▶ _Exercise prompt_: Make an exact copy of all the records.

== Provided material ==

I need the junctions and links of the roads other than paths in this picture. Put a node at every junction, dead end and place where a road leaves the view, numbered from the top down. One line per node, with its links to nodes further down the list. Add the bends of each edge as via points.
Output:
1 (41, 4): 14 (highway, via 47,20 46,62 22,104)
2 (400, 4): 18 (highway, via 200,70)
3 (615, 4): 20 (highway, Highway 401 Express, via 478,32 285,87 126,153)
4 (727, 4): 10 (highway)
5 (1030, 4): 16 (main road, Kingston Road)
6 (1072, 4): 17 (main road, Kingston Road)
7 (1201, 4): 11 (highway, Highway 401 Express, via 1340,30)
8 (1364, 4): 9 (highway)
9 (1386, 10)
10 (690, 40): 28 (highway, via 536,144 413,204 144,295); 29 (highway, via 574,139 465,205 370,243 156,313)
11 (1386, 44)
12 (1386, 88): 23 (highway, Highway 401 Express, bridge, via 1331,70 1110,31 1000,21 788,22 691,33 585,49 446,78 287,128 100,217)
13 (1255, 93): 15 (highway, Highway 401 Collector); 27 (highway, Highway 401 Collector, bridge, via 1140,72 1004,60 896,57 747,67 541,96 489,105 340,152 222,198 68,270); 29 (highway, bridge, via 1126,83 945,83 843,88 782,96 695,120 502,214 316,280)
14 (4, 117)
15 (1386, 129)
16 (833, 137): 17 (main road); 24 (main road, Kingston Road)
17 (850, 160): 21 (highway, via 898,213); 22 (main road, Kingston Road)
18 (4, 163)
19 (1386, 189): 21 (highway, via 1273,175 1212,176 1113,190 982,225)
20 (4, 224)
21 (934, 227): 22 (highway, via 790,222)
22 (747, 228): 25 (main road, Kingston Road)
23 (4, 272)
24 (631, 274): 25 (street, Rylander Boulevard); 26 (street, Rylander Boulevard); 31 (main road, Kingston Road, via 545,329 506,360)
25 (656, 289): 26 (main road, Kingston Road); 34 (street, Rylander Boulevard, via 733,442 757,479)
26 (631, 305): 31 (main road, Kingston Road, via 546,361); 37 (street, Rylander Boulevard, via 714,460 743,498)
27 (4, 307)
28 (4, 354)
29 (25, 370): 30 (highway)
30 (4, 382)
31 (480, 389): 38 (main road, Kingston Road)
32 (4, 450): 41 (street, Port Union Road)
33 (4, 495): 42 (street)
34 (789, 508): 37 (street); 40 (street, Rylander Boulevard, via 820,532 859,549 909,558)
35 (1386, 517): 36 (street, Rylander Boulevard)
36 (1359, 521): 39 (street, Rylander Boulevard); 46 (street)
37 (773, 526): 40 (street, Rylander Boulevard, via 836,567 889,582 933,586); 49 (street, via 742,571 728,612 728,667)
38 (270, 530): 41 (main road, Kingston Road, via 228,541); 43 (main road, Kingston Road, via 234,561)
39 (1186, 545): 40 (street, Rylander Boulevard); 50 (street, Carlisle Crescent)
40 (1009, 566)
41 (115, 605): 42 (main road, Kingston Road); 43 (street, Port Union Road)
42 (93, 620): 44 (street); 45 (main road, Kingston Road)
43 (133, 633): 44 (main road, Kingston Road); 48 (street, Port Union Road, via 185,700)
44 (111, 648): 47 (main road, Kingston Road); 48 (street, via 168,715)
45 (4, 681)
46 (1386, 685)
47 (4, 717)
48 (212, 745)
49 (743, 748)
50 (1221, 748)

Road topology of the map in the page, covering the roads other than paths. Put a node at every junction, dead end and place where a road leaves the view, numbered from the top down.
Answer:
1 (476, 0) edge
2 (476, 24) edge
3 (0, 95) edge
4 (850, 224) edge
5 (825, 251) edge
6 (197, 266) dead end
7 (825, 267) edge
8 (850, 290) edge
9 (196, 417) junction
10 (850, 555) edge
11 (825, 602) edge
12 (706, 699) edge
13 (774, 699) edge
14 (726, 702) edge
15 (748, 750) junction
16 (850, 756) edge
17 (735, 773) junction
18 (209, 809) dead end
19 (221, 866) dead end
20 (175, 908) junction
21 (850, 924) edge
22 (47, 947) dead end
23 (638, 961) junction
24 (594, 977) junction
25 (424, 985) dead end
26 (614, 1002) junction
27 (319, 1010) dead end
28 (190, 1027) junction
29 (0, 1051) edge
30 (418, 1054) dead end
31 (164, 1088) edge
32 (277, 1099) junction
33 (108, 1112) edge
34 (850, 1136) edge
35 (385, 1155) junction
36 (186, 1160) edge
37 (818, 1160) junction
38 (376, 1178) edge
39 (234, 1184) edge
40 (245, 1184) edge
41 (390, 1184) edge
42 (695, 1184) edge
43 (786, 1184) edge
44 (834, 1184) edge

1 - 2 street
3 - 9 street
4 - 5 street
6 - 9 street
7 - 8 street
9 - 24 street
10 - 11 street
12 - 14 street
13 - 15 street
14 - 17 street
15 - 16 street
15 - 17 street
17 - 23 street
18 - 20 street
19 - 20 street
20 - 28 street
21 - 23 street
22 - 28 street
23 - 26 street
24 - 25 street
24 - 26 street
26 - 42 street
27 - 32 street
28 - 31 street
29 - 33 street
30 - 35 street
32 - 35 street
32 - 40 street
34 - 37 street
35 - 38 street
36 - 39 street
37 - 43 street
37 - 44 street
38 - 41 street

===

▶ _Result for this exercise_:
I need the junctions and links of the roads other than paths in this picture. Put a node at every junction, dead end and place where a road leaves the view, numbered from the top down. One line per node, with its links to nodes further down the list. Add the bends of each edge as via points.
Output:
1 (41, 4): 14 (highway, via 47,20 46,62 22,104)
2 (400, 4): 18 (highway, via 200,70)
3 (615, 4): 20 (highway, Highway 401 Express, via 478,32 285,87 126,153)
4 (727, 4): 10 (highway)
5 (1030, 4): 16 (main road, Kingston Road)
6 (1072, 4): 17 (main road, Kingston Road)
7 (1201, 4): 11 (highway, Highway 401 Express, via 1340,30)
8 (1364, 4): 9 (highway)
9 (1386, 10)
10 (690, 40): 28 (highway, via 536,144 413,204 144,295); 29 (highway, via 574,139 465,205 370,243 156,313)
11 (1386, 44)
12 (1386, 88): 23 (highway, Highway 401 Express, bridge, via 1331,70 1110,31 1000,21 788,22 691,33 585,49 446,78 287,128 100,217)
13 (1255, 93): 15 (highway, Highway 401 Collector); 27 (highway, Highway 401 Collector, bridge, via 1140,72 1004,60 896,57 747,67 541,96 489,105 340,152 222,198 68,270); 29 (highway, bridge, via 1126,83 945,83 843,88 782,96 695,120 502,214 316,280)
14 (4, 117)
15 (1386, 129)
16 (833, 137): 17 (main road); 24 (main road, Kingston Road)
17 (850, 160): 21 (highway, via 898,213); 22 (main road, Kingston Road)
18 (4, 163)
19 (1386, 189): 21 (highway, via 1273,175 1212,176 1113,190 982,225)
20 (4, 224)
21 (934, 227): 22 (highway, via 790,222)
22 (747, 228): 25 (main road, Kingston Road)
23 (4, 272)
24 (631, 274): 25 (street, Rylander Boulevard); 26 (street, Rylander Boulevard); 31 (main road, Kingston Road, via 545,329 506,360)
25 (656, 289): 26 (main road, Kingston Road); 34 (street, Rylander Boulevard, via 733,442 757,479)
26 (631, 305): 31 (main road, Kingston Road, via 546,361); 37 (street, Rylander Boulevard, via 714,460 743,498)
27 (4, 307)
28 (4, 354)
29 (25, 370): 30 (highway)
30 (4, 382)
31 (480, 389): 38 (main road, Kingston Road)
32 (4, 450): 41 (street, Port Union Road)
33 (4, 495): 42 (street)
34 (789, 508): 37 (street); 40 (street, Rylander Boulevard, via 820,532 859,549 909,558)
35 (1386, 517): 36 (street, Rylander Boulevard)
36 (1359, 521): 39 (street, Rylander Boulevard); 46 (street)
37 (773, 526): 40 (street, Rylander Boulevard, via 836,567 889,582 933,586); 49 (street, via 742,571 728,612 728,667)
38 (270, 530): 41 (main road, Kingston Road, via 228,541); 43 (main road, Kingston Road, via 234,561)
39 (1186, 545): 40 (street, Rylander Boulevard); 50 (street, Carlisle Crescent)
40 (1009, 566)
41 (115, 605): 42 (main road, Kingston Road); 43 (street, Port Union Road)
42 (93, 620): 44 (street); 45 (main road, Kingston Road)
43 (133, 633): 44 (main road, Kingston Road); 48 (street, Port Union Road, via 185,700)
44 (111, 648): 47 (main road, Kingston Road); 48 (street, via 168,715)
45 (4, 681)
46 (1386, 685)
47 (4, 717)
48 (212, 745)
49 (743, 748)
50 (1221, 748)

Road topology of the map in the page, covering the roads other than paths. Put a node at every junction, dead end and place where a road leaves the view, numbered from the top down.
Answer:
1 (476, 0) edge
2 (476, 24) edge
3 (0, 95) edge
4 (850, 224) edge
5 (825, 251) edge
6 (197, 266) dead end
7 (825, 267) edge
8 (850, 290) edge
9 (196, 417) junction
10 (850, 555) edge
11 (825, 602) edge
12 (706, 699) edge
13 (774, 699) edge
14 (726, 702) edge
15 (748, 750) junction
16 (850, 756) edge
17 (735, 773) junction
18 (209, 809) dead end
19 (221, 866) dead end
20 (175, 908) junction
21 (850, 924) edge
22 (47, 947) dead end
23 (638, 961) junction
24 (594, 977) junction
25 (424, 985) dead end
26 (614, 1002) junction
27 (319, 1010) dead end
28 (190, 1027) junction
29 (0, 1051) edge
30 (418, 1054) dead end
31 (164, 1088) edge
32 (277, 1099) junction
33 (108, 1112) edge
34 (850, 1136) edge
35 (385, 1155) junction
36 (186, 1160) edge
37 (818, 1160) junction
38 (376, 1178) edge
39 (234, 1184) edge
40 (245, 1184) edge
41 (390, 1184) edge
42 (695, 1184) edge
43 (786, 1184) edge
44 (834, 1184) edge

1 - 2 street
3 - 9 street
4 - 5 street
6 - 9 street
7 - 8 street
9 - 24 street
10 - 11 street
12 - 14 street
13 - 15 street
14 - 17 street
15 - 16 street
15 - 17 street
17 - 23 street
18 - 20 street
19 - 20 street
20 - 28 street
21 - 23 street
22 - 28 street
23 - 26 street
24 - 25 street
24 - 26 street
26 - 42 street
27 - 32 street
28 - 31 street
29 - 33 street
30 - 35 street
32 - 35 street
32 - 40 street
34 - 37 street
35 - 38 street
36 - 39 street
37 - 43 street
37 - 44 street
38 - 41 street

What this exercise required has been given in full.